Beth Jeffery is a Dog Trainer and Behaviorist with over 15 years experience in the field. She spent years in the Service Dog field, training both Guide Dogs for the Blind and Assistance Dogs for the Disabled, as well as many years working with pet dogs. Beth current runs her Dog Training business in San Diego, working with dogs of all breeds, all ages, and with all issues, from puppy training through to aggressive dogs.

5 CommentsLeave a comment

  • My 6 month old red heeler won’t stop chewing on her crate, is it she needs a distraction or more exercise?

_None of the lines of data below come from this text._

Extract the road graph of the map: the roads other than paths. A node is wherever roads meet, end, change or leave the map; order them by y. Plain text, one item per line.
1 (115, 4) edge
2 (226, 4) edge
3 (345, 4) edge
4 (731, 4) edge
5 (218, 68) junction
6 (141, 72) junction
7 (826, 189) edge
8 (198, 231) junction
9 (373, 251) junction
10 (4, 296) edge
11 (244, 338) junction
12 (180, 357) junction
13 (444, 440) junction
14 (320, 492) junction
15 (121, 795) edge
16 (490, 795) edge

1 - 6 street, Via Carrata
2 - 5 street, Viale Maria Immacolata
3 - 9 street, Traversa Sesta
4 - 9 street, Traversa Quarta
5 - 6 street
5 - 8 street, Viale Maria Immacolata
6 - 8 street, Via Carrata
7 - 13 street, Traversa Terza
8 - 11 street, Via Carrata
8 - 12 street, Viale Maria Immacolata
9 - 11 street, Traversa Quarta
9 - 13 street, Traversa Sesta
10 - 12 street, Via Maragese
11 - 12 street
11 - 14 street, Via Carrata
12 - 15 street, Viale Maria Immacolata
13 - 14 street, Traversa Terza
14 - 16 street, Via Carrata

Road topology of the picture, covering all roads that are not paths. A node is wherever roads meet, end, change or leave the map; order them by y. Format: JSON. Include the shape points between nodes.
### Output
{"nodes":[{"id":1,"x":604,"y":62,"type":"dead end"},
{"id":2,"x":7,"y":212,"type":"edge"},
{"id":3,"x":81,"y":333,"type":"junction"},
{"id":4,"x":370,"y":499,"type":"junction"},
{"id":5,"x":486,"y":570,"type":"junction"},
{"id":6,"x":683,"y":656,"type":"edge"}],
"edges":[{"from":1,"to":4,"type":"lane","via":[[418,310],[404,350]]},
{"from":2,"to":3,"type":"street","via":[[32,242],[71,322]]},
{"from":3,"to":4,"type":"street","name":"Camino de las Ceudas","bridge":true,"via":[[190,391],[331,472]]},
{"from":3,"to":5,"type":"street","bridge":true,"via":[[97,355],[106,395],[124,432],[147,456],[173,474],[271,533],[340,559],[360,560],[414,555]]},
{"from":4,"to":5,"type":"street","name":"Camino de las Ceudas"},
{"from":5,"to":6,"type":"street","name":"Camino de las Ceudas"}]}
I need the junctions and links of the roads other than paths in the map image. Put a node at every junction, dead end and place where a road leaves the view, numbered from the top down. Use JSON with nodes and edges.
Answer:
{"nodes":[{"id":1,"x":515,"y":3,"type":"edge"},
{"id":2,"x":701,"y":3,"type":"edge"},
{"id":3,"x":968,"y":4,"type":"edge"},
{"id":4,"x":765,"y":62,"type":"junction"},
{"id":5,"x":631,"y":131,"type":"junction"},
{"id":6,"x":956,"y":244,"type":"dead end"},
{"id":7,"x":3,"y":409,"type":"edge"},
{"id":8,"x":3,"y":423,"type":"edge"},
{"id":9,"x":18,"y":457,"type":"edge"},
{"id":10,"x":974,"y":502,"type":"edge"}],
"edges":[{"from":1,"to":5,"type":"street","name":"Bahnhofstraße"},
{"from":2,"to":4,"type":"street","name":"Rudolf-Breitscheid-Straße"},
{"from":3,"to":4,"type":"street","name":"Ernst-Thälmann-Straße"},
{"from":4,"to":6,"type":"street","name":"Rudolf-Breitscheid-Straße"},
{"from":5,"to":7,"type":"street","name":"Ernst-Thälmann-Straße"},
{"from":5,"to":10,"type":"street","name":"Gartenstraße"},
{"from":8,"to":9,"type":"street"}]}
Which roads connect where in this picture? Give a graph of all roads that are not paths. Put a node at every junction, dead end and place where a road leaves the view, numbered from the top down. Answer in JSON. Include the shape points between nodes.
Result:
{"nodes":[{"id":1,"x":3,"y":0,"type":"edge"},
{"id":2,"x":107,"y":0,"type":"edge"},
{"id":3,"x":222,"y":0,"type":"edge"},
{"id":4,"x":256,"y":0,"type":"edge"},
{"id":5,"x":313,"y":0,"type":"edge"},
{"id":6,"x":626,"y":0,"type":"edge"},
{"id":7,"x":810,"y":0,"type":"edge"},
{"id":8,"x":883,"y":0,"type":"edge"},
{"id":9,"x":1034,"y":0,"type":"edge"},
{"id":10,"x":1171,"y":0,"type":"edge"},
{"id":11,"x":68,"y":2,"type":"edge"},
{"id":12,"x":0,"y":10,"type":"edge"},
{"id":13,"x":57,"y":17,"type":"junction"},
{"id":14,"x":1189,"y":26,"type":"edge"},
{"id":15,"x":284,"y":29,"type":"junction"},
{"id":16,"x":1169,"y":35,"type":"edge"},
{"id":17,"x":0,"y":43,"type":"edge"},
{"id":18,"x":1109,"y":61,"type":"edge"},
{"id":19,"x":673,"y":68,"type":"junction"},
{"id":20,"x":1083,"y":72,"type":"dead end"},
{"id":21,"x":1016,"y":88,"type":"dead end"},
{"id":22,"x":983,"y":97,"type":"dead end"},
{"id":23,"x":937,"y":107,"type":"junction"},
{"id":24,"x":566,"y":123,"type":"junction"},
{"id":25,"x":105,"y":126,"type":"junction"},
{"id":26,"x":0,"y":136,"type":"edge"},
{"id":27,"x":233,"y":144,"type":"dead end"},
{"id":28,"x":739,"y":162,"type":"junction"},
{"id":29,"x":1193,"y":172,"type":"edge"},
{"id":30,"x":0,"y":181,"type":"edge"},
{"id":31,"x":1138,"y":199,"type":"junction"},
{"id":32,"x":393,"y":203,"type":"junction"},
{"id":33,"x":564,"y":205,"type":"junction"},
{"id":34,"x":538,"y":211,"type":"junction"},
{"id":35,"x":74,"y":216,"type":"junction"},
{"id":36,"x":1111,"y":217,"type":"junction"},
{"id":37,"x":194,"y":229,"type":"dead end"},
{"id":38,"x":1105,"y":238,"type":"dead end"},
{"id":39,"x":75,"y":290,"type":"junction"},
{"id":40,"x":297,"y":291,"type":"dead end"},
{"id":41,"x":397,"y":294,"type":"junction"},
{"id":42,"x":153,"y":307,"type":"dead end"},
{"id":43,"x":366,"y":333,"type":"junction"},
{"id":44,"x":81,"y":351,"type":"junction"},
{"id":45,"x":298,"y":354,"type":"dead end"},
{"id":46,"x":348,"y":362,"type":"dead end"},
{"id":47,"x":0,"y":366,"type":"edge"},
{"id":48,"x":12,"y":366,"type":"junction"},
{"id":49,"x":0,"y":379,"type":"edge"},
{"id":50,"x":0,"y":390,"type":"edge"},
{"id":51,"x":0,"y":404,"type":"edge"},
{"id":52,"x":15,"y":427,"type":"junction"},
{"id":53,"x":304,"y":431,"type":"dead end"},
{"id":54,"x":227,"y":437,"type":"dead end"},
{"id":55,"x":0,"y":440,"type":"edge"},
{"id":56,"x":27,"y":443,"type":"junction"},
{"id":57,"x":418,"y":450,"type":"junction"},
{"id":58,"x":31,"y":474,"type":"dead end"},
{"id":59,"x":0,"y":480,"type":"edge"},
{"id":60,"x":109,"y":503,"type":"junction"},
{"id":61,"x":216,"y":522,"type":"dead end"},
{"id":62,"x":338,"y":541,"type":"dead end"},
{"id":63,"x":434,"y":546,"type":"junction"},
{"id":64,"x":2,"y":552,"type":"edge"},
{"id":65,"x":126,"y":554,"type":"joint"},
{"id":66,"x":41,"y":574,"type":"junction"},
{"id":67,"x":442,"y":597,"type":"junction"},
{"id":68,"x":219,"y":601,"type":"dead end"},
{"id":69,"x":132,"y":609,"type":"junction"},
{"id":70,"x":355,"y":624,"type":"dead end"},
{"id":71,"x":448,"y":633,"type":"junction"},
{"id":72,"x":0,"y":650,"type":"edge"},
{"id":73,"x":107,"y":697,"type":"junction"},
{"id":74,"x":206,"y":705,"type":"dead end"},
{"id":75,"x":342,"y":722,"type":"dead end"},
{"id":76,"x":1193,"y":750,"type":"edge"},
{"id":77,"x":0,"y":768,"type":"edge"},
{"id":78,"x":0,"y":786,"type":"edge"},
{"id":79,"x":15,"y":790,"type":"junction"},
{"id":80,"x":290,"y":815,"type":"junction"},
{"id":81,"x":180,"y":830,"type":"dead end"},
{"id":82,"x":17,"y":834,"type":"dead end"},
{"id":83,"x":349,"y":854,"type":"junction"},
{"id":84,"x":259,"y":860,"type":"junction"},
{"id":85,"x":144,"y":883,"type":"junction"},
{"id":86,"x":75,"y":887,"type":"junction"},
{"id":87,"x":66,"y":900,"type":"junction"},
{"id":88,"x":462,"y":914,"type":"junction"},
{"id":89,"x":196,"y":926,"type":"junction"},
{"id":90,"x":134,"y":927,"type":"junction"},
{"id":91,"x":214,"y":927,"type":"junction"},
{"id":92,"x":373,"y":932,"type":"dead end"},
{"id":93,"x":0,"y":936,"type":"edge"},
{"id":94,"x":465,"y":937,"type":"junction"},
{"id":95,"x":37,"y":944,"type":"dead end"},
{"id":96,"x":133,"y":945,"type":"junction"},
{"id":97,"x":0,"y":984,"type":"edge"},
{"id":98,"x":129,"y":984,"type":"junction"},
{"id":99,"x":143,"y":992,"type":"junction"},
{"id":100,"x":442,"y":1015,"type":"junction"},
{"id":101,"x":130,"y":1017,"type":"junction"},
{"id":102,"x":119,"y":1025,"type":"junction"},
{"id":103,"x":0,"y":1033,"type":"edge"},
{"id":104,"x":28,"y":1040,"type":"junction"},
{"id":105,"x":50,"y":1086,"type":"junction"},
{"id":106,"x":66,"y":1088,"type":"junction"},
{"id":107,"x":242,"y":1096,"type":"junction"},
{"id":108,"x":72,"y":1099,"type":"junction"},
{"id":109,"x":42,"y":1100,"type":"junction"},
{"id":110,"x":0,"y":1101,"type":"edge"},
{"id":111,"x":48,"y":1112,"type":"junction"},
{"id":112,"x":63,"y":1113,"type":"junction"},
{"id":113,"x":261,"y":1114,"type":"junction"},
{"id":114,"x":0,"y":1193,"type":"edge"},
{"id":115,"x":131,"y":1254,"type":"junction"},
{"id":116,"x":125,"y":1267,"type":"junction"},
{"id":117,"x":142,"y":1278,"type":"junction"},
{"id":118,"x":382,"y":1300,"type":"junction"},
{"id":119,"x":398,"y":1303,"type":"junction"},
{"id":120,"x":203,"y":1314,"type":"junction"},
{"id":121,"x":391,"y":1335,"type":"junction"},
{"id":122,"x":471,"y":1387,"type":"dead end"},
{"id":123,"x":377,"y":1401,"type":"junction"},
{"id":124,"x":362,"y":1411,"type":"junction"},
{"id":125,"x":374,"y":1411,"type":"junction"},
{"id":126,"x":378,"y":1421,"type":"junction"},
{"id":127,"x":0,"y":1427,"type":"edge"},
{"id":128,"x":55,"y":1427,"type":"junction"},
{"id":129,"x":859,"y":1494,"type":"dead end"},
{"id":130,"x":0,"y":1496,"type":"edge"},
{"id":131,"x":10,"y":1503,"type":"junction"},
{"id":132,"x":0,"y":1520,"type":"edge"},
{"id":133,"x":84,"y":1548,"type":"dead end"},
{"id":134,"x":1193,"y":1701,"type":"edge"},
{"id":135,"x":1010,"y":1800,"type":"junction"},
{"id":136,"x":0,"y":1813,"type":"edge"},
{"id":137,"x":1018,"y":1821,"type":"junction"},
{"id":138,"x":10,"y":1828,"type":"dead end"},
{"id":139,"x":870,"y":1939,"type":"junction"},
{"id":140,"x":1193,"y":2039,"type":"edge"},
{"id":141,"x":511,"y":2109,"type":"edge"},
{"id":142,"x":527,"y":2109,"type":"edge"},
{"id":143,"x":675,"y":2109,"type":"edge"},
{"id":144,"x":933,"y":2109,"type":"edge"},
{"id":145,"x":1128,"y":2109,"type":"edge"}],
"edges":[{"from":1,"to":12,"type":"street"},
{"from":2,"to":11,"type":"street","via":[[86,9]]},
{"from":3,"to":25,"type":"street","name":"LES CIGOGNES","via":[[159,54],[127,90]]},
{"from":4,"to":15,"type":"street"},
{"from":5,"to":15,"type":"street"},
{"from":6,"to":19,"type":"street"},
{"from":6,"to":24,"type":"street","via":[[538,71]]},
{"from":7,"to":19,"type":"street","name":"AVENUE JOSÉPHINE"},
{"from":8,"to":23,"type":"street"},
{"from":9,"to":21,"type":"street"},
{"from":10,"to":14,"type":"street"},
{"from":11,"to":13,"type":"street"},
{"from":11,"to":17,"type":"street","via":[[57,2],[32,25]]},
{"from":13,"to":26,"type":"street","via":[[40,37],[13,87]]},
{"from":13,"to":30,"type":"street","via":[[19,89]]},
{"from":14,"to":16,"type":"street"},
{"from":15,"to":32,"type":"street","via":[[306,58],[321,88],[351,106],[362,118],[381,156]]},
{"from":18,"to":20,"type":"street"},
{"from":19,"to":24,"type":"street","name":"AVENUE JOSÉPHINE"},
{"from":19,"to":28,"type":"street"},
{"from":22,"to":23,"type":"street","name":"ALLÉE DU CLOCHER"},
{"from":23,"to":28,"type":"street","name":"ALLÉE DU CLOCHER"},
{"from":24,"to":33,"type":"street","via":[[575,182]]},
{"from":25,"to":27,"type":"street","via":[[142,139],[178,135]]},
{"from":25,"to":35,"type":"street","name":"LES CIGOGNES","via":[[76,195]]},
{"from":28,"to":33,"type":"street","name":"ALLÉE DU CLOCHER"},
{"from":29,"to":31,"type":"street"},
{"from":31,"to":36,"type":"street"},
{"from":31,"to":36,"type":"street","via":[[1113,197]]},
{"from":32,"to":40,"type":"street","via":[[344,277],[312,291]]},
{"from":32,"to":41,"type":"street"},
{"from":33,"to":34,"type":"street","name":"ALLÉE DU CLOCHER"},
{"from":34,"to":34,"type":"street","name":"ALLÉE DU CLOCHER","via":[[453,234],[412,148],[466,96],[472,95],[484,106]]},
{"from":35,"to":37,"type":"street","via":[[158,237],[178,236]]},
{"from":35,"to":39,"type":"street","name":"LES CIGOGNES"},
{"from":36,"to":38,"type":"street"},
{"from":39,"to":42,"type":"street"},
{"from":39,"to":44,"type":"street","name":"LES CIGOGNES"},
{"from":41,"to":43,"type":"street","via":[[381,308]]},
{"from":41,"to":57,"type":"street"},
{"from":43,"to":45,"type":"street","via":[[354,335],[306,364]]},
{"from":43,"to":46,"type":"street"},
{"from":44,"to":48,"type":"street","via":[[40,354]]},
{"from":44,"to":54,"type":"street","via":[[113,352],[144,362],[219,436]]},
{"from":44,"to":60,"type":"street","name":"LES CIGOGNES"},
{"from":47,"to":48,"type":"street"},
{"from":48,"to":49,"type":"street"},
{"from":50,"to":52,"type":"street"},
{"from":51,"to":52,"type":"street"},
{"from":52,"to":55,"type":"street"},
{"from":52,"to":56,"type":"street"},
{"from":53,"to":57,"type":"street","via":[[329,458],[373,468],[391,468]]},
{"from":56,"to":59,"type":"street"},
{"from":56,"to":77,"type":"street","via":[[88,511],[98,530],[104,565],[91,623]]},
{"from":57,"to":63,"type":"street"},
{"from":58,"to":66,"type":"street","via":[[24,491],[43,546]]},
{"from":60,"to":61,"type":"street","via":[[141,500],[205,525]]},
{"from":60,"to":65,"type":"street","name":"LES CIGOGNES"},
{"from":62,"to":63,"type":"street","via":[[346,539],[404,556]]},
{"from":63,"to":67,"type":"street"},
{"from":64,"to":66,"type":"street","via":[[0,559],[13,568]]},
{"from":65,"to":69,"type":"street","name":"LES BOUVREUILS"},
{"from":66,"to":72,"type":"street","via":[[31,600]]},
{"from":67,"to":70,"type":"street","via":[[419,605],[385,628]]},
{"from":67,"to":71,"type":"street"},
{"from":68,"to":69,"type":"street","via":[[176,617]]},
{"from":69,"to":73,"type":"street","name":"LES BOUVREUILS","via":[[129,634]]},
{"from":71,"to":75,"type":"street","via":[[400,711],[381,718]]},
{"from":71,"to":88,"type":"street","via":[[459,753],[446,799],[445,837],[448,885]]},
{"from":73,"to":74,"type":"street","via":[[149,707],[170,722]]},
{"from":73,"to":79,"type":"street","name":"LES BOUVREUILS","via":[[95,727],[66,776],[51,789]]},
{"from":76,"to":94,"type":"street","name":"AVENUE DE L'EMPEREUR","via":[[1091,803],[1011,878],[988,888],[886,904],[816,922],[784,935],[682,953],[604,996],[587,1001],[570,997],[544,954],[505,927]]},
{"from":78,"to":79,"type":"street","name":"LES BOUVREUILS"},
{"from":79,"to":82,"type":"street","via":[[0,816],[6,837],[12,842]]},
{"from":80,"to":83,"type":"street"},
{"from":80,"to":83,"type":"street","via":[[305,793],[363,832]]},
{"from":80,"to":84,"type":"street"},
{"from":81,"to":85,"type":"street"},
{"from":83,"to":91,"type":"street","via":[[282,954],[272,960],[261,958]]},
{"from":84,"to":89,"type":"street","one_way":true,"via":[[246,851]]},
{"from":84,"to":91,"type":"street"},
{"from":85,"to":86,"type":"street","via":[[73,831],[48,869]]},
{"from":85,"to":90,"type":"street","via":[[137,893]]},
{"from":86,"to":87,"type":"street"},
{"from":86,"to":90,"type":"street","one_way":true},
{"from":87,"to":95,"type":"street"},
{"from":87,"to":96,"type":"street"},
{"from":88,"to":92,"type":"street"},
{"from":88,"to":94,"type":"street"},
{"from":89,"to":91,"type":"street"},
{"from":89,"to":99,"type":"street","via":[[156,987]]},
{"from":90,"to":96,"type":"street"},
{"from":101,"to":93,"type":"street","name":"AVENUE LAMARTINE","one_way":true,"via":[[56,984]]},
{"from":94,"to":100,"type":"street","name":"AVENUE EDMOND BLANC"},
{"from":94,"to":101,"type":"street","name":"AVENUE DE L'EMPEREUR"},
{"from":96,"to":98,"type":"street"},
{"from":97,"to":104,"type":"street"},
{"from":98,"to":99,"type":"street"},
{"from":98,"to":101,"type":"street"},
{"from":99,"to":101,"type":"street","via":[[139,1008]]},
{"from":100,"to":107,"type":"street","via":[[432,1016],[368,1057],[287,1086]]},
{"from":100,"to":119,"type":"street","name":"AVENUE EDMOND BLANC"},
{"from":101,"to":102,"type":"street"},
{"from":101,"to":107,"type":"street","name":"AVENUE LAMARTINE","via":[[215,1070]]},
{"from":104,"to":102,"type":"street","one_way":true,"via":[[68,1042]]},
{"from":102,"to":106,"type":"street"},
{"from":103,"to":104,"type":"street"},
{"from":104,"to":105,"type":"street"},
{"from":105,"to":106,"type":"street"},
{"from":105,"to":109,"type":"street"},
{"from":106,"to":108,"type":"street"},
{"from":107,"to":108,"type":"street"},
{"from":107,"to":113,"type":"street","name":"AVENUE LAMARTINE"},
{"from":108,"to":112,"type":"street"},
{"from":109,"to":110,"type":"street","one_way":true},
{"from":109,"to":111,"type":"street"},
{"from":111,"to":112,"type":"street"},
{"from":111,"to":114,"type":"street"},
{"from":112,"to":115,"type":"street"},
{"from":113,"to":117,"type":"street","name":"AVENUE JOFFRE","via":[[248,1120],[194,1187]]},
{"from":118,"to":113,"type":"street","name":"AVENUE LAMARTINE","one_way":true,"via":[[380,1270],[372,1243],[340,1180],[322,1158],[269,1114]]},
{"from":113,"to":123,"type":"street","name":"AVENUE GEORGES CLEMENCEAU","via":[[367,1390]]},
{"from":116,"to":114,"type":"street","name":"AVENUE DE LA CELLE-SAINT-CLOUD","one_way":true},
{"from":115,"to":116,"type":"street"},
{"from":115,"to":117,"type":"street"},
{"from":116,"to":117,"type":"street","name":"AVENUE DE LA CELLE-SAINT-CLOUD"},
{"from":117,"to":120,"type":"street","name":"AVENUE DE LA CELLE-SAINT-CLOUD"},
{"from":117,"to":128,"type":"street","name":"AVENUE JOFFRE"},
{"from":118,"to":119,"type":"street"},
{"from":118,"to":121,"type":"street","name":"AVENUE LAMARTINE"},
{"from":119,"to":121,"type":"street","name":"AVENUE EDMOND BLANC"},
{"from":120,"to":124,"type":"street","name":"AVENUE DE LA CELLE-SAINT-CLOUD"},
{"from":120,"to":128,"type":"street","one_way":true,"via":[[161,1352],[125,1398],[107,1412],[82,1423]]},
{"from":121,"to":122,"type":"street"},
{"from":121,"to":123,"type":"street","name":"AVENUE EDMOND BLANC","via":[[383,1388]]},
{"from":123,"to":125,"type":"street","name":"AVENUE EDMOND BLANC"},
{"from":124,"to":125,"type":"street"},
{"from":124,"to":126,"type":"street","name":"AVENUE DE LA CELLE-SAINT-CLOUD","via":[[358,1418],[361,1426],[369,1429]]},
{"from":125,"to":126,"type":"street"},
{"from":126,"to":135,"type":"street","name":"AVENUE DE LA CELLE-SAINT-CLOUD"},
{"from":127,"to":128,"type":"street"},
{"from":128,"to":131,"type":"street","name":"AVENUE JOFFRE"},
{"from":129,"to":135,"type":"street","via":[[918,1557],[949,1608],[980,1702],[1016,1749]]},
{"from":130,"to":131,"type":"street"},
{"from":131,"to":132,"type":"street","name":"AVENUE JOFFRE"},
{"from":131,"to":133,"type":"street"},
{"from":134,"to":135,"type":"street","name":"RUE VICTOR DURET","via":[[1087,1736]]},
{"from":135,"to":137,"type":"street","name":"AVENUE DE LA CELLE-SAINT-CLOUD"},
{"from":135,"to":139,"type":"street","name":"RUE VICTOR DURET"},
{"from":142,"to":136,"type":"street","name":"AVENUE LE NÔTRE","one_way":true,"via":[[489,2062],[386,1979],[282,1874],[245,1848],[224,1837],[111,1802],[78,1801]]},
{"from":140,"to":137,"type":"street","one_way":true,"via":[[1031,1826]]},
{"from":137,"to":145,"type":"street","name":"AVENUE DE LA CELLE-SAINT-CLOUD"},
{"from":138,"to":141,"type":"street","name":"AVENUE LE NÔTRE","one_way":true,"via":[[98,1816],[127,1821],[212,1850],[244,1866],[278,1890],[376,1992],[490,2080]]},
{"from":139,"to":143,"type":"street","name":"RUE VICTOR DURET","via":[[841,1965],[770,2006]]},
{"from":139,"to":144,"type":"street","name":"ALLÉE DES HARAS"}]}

  • *I know this is late but there are many people who are still looking for solutions so this is for anyone looking for an answer that hasn’t already gotten one*

    Dogs chew on any and everything they can get they’re paws on, especially when you’re not looking. How much and how hard they chew depends on the breed. My dog is a pit/mastiff mix so he chews everything and aims to destroy. We are having trouble with him chewing on the kennel floor and edges when he’s in there. Even after we play with him and tale him for a 45 minuet walk 10 minutes later his teeth are on the crate no matter how many times we tell hime no. We also can’t put any toys in with him, because they will be destroyed and he will ingest parts of it (yes even the extreme kong). He’s always energetic, even when tired. So we found a slight solution. He HATES peppermint, especially the oil. The non-bite spray everyone always tells us to get doesn’t work, he just licks it up, but no peppermint oil. So what we do is when we know we’ll be away fpr a while or we’re doing something important and can’t leave him out of the kennel, we dilute about 5-10 drops of peppermint oil with about half a cup of water and rub down the areas that he’s already chewed or the ones we know he’ll get to and he’ll just lay on the opposite side and go to sleep. The scent is gone by the end of the day so we reapply when he’s in there for lengthy periods (not at night though). He’s learning but he still tries to do it when he thinks no one is there. Sometimes before doing it I leave the room to see if I can hear him, and he does -_-. I hope this helps someone.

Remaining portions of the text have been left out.